Dazu bedarf es Neubauten

mit höchstmöglicher Energieeffizienz,

die beispielsweise durch den Einsatz

von Wärmepumpen und Fotovoltaik

in Verbindung mit Flächenheizungen

erreicht werden kann. Mit Sanierungen

von Altbauten ist das wirtschaftlich

nicht zu schaffen.“

Gründach und Grauwassernutzung

Die Kostenproblematik bei der Nutzung

von Regenwasser ist auch Andreas

Behrens bewusst. „Obwohl es

mehr als sinnvoll ist, denn die Verdunstung

und das Versickern auf dem

eigenen Grundstück sind wichtig für

das Mikroklima im direkten Umfeld.

Hier müssen sich die Eigentümer allerdings

beispielsweise beim Anlegen

von Versickerungsmulden von Fachfirmen

beraten lassen. Bei Neubauten

kann die Anlage eines Gründachs

sinnvoll sein, obwohl das wieder mit

der Installation einer Fotovoltaik-

Anlage kollidieren könnte. Eine weitere

Möglichkeit ist die Wiederverwendung

von Grauwasser, also Wasser,

das beispielsweise beim Geschirrspülen

oder Wäsche waschen entstanden

ist und nicht mit Fäkalien belastet

ist, um es als Brauchwasser beispielsweise

für die Toilettenspülung

zu verwenden. Aber auch hier verhält

es sich ähnlich wie beim Regenwasser:

Getrennte Rohrleitungssysteme

sind notwendig. Einfache Möglichkeiten

zur Reduzierung des Trinkwasserverbrauchs

sind moderne Armaturen,

Spülkästen mit Spartaste und natürlich

Regenwassersammelbehälter im

Garten. Wie sinnvoll umfangreiche

Umbauten sind, hängt vom Einzelfall

ab. Bei Neubauten sind Maßnahmen

zur Trinkwassereinsparung einfacher

umzusetzen und in jedem Fall

eine Investition in die Zukunft.“

Sind spezielle Maßnahmen für die

Regenwassernutzung bzw. Versickerung

im neu zu erschließenden

Wohngebiet in Gerzen geplant?

Andreas Behrens, der als Ratsherr

im Bau- und Grundeigentumsausschuss

sitzt, sagt dazu Folgendes:

„Aktuell werden noch verschiedene

Varianten für den Umgang mit

dem anfallenden Regenwasser diskutiert.

Eine Entscheidung kann aber

erst getroffen werden, wenn ein Gutachten

zu den dort vorhandenen

Bodenqualitäten vorliegt, da nicht

jeder Boden für die Versickerung von

Regenwasser geeignet ist.

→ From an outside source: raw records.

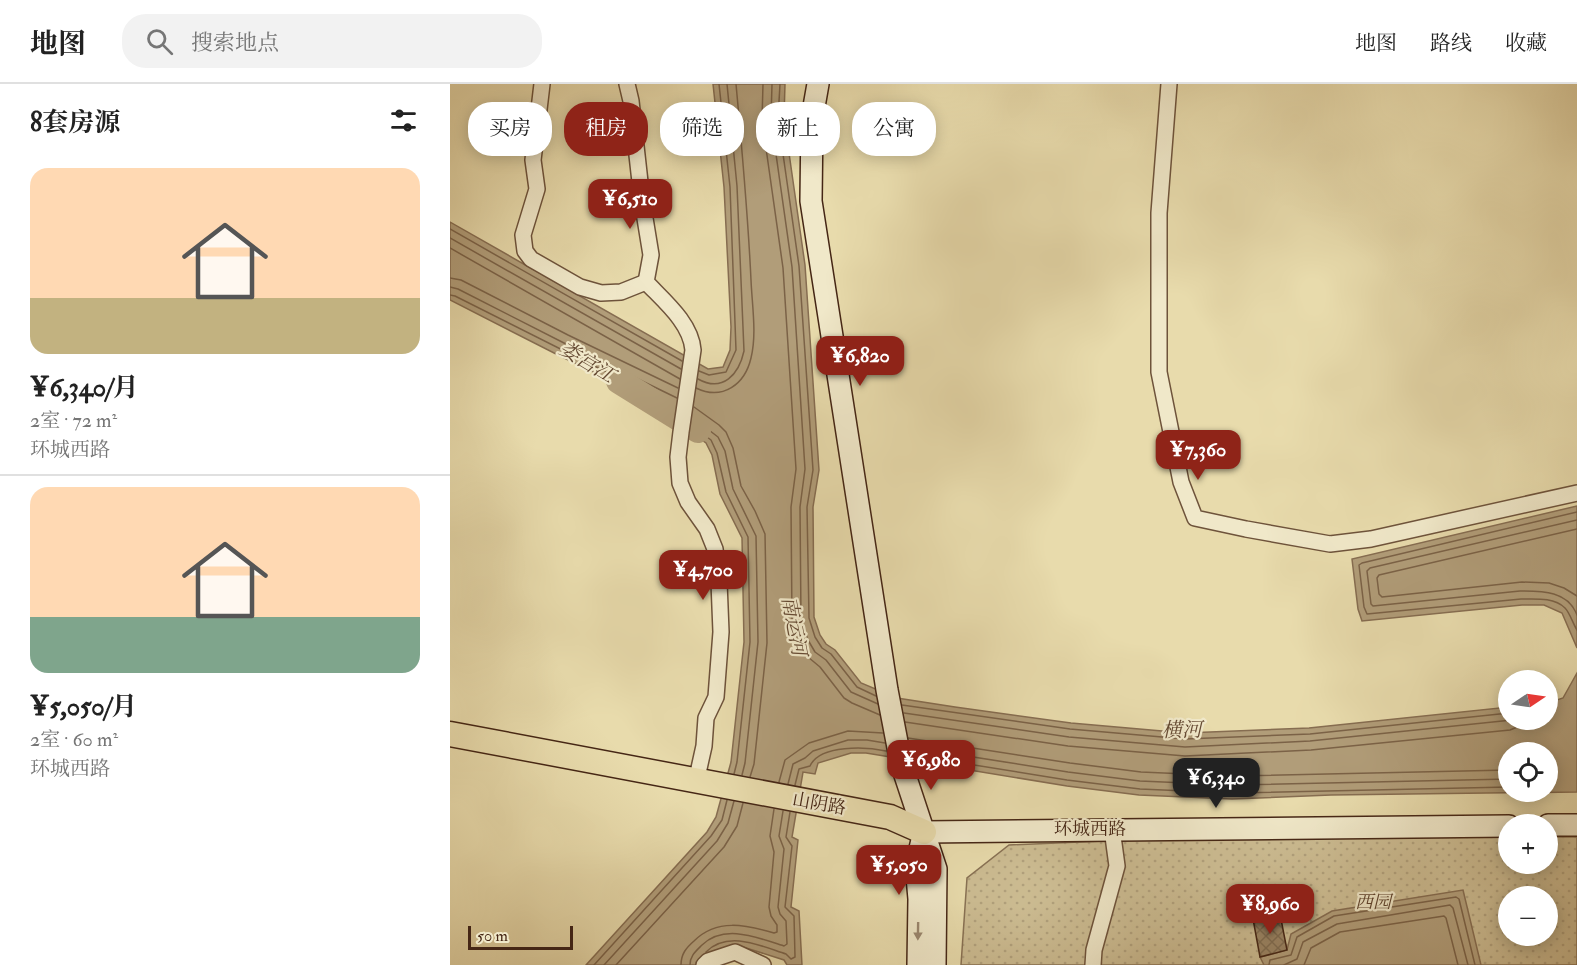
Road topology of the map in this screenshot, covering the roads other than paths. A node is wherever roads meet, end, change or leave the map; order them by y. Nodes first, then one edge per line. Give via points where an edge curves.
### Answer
1 (542, 84) edge
2 (627, 84) edge
3 (818, 84) edge
4 (1169, 84) edge
5 (646, 282) junction
6 (1577, 493) edge
7 (450, 734) edge
8 (450, 748) edge
9 (696, 782) junction
10 (722, 793) junction
11 (1558, 825) edge
12 (1577, 825) edge
13 (1498, 826) edge
14 (1112, 829) junction
15 (924, 832) junction
16 (704, 965) edge
17 (763, 965) edge
18 (918, 965) edge
19 (935, 965) edge
20 (1093, 965) edge

1 - 5 street via 533,160 537,189 523,235 525,251 531,259 580,287 601,293 621,292
2 - 5 street via 651,255
3 - 15 main road via 812,118 811,201 887,690 901,763
4 - 6 street via 1159,213 1159,372 1181,482 1196,518 1330,544 1371,539
5 - 9 street via 688,330 692,341 678,457 680,483 715,549 719,582 721,632 716,696 706,718 705,746
7 - 9 main road, 山阴路
8 - 10 main road, 山阴路
9 - 10 main road, 山阴路
10 - 15 main road, 山阴路 via 890,817
11 - 12 main road
13 - 14 main road, 环城西路
14 - 15 main road, 环城西路
14 - 20 street via 1117,866
15 -> 18 main road via 916,865
15 - 19 main road via 936,869
16 - 17 street via 735,952

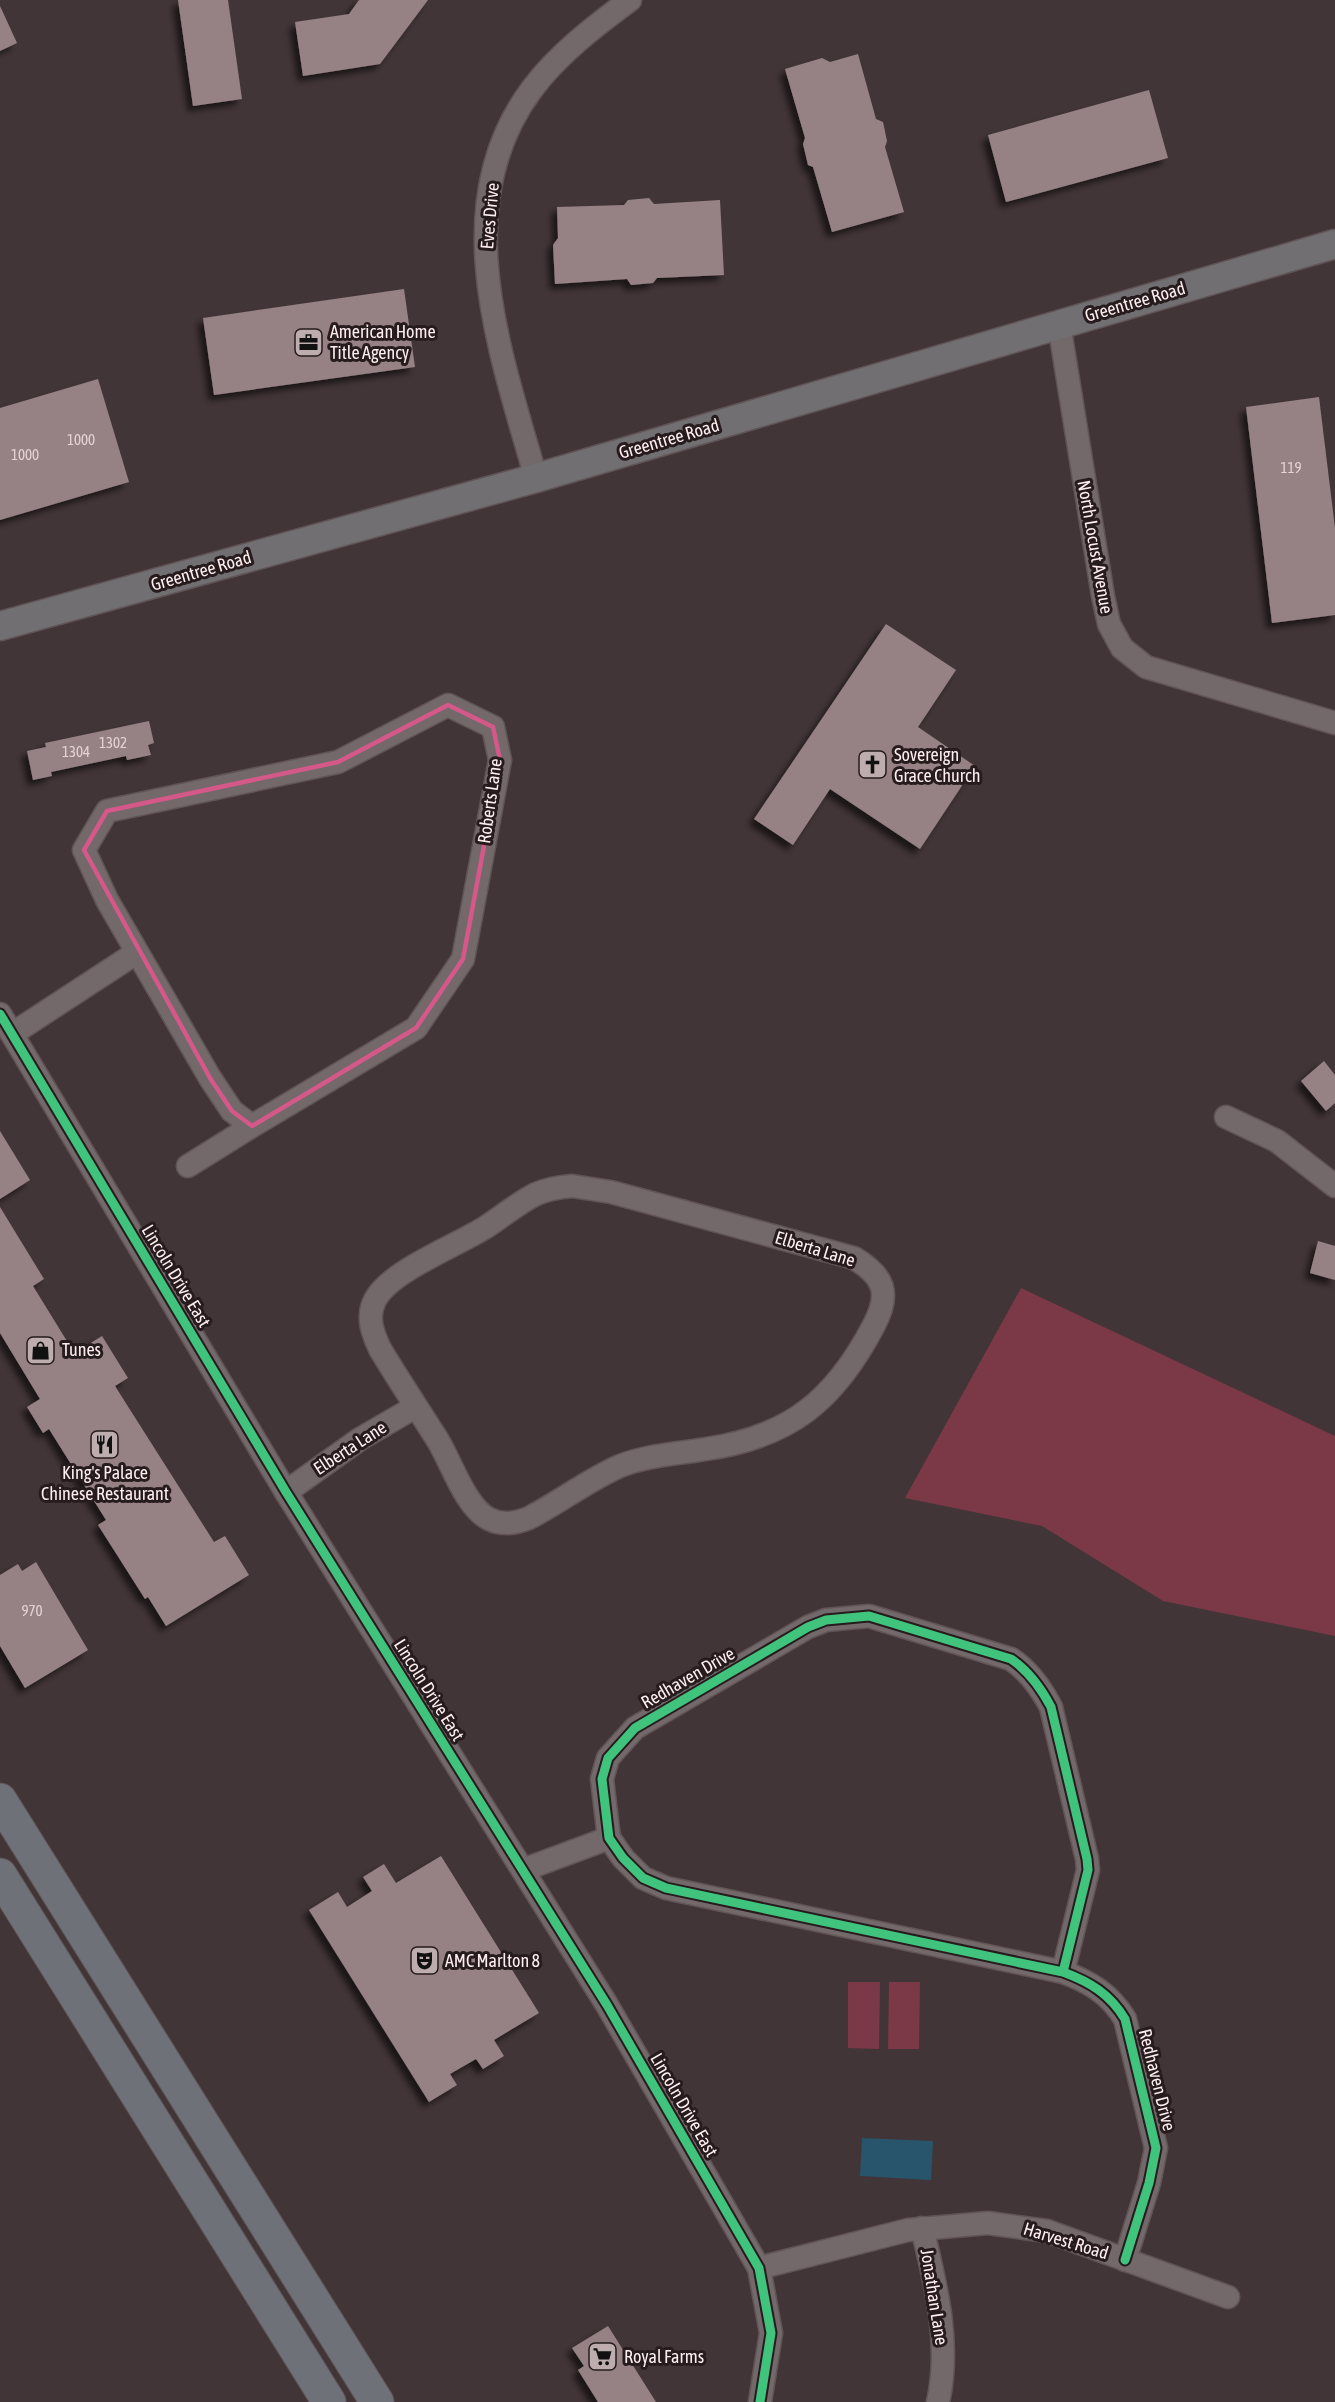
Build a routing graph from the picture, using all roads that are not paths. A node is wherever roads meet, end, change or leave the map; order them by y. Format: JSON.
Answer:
{"nodes":[{"id":1,"x":630,"y":0,"type":"edge"},
{"id":2,"x":1335,"y":244,"type":"edge"},
{"id":3,"x":1059,"y":324,"type":"junction"},
{"id":4,"x":536,"y":478,"type":"junction"},
{"id":5,"x":0,"y":626,"type":"edge"},
{"id":6,"x":1335,"y":723,"type":"edge"},
{"id":7,"x":136,"y":953,"type":"junction"},
{"id":8,"x":0,"y":1014,"type":"edge"},
{"id":9,"x":12,"y":1034,"type":"junction"},
{"id":10,"x":1227,"y":1117,"type":"dead end"},
{"id":11,"x":252,"y":1126,"type":"junction"},
{"id":12,"x":188,"y":1166,"type":"dead end"},
{"id":13,"x":1335,"y":1186,"type":"edge"},
{"id":14,"x":414,"y":1407,"type":"junction"},
{"id":15,"x":286,"y":1491,"type":"junction"},
{"id":16,"x":0,"y":1800,"type":"edge"},
{"id":17,"x":609,"y":1838,"type":"junction"},
{"id":18,"x":523,"y":1870,"type":"junction"},
{"id":19,"x":0,"y":1875,"type":"edge"},
{"id":20,"x":1063,"y":1972,"type":"junction"},
{"id":21,"x":922,"y":2229,"type":"junction"},
{"id":22,"x":1125,"y":2260,"type":"junction"},
{"id":23,"x":759,"y":2268,"type":"junction"},
{"id":24,"x":1228,"y":2297,"type":"dead end"},
{"id":25,"x":329,"y":2402,"type":"edge"},
{"id":26,"x":377,"y":2402,"type":"edge"},
{"id":27,"x":760,"y":2402,"type":"edge"},
{"id":28,"x":938,"y":2402,"type":"edge"}],
"edges":[{"from":1,"to":4,"type":"street","name":"Eves Drive"},
{"from":2,"to":3,"type":"main road","name":"Greentree Road"},
{"from":3,"to":4,"type":"main road","name":"Greentree Road"},
{"from":3,"to":6,"type":"street","name":"North Locust Avenue"},
{"from":4,"to":5,"type":"main road","name":"Greentree Road"},
{"from":7,"to":9,"type":"street"},
{"from":7,"to":11,"type":"street","name":"Roberts Lane"},
{"from":7,"to":11,"type":"street","name":"Roberts Lane"},
{"from":8,"to":9,"type":"street","name":"Lincoln Drive East"},
{"from":9,"to":15,"type":"street","name":"Lincoln Drive East"},
{"from":10,"to":13,"type":"street"},
{"from":11,"to":12,"type":"street"},
{"from":14,"to":14,"type":"street","name":"Elberta Lane"},
{"from":14,"to":15,"type":"street","name":"Elberta Lane"},
{"from":15,"to":18,"type":"street","name":"Lincoln Drive East"},
{"from":16,"to":26,"type":"highway"},
{"from":17,"to":18,"type":"street"},
{"from":17,"to":20,"type":"street","name":"Redhaven Drive"},
{"from":17,"to":20,"type":"street","name":"Redhaven Drive"},
{"from":18,"to":23,"type":"street","name":"Lincoln Drive East"},
{"from":19,"to":25,"type":"highway"},
{"from":20,"to":22,"type":"street","name":"Redhaven Drive"},
{"from":21,"to":22,"type":"street","name":"Harvest Road"},
{"from":21,"to":23,"type":"street","name":"Harvest Road"},
{"from":21,"to":28,"type":"street","name":"Jonathan Lane"},
{"from":22,"to":24,"type":"street","name":"Harvest Road"},
{"from":23,"to":27,"type":"street","name":"Lincoln Drive East"}]}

Gerade in

unserer Gegend gibt es viele Bereiche

mit bindigen Böden, durch diese

versickert Regenwasser nur sehr langsam.

Ich gehe aber stark davon aus,

dass eine klassische „Entsorgung“ in

der Kanalisation nicht kommen wird.

Dafür ist Regenwasser eine zu wichtige

Ressource und auch die zusätzliche

Belastung des vorhandenen

Kanalsystems ist nicht gewollt.“ (sr)

Andreas Behrens

Holger Chlebusch

Für das neu zu erschließende Baugebiet in Gerzen ist zu entscheiden: Klassische „Entsorgung“

des Niederschlagswassers oder alternative Lösungen.